* **What the exercise asks**
Copy the entries below exactly. Images do not belong in the copy.

Records to use Start Marker

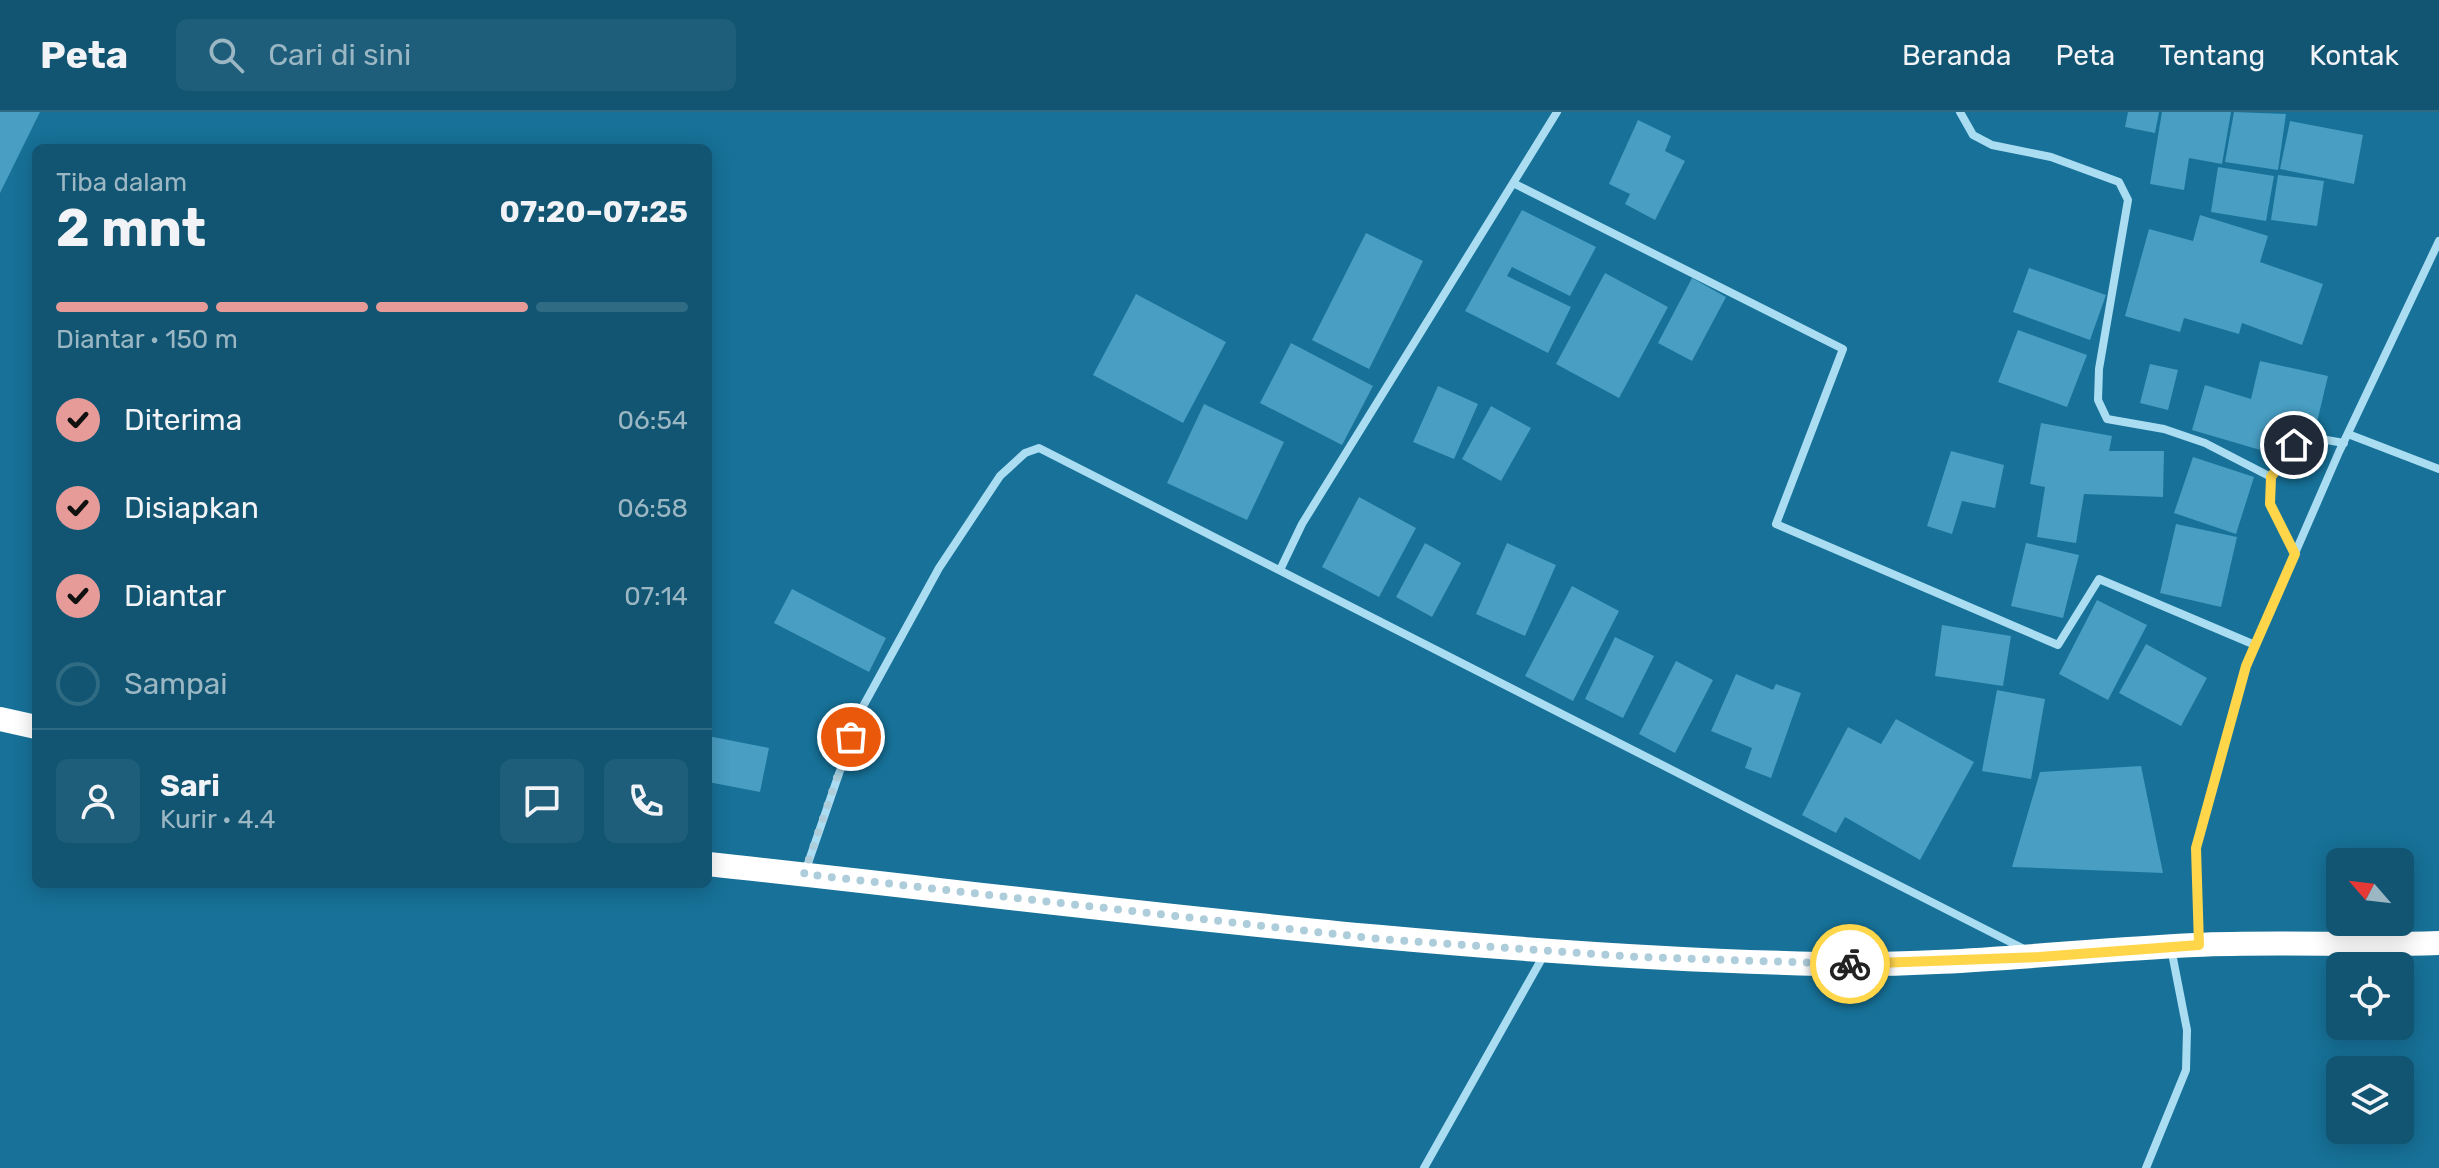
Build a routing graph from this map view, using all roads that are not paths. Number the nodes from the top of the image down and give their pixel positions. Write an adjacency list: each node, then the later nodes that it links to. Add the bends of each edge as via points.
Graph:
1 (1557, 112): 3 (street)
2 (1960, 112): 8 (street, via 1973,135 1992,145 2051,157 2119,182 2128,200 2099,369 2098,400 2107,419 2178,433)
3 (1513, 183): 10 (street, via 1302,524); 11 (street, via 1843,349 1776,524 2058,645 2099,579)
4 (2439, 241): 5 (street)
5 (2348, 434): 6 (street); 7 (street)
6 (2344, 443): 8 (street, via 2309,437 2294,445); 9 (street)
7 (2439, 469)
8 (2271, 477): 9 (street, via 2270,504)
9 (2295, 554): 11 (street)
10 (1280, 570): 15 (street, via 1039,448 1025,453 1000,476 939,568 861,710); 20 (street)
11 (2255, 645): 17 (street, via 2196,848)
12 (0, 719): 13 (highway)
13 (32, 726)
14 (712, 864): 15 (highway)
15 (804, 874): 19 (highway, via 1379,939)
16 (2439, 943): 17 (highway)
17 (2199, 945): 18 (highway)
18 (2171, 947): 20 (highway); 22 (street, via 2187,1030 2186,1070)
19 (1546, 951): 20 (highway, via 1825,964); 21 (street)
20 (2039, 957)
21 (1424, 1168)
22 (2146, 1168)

Records to use End Marker

* **Answer to the problem**
Build a routing graph from this map view, using all roads that are not paths. Number the nodes from the top of the image down and give their pixel positions. Write an adjacency list: each node, then the later nodes that it links to. Add the bends of each edge as via points.
Graph:
1 (1557, 112): 3 (street)
2 (1960, 112): 8 (street, via 1973,135 1992,145 2051,157 2119,182 2128,200 2099,369 2098,400 2107,419 2178,433)
3 (1513, 183): 10 (street, via 1302,524); 11 (street, via 1843,349 1776,524 2058,645 2099,579)
4 (2439, 241): 5 (street)
5 (2348, 434): 6 (street); 7 (street)
6 (2344, 443): 8 (street, via 2309,437 2294,445); 9 (street)
7 (2439, 469)
8 (2271, 477): 9 (street, via 2270,504)
9 (2295, 554): 11 (street)
10 (1280, 570): 15 (street, via 1039,448 1025,453 1000,476 939,568 861,710); 20 (street)
11 (2255, 645): 17 (street, via 2196,848)
12 (0, 719): 13 (highway)
13 (32, 726)
14 (712, 864): 15 (highway)
15 (804, 874): 19 (highway, via 1379,939)
16 (2439, 943): 17 (highway)
17 (2199, 945): 18 (highway)
18 (2171, 947): 20 (highway); 22 (street, via 2187,1030 2186,1070)
19 (1546, 951): 20 (highway, via 1825,964); 21 (street)
20 (2039, 957)
21 (1424, 1168)
22 (2146, 1168)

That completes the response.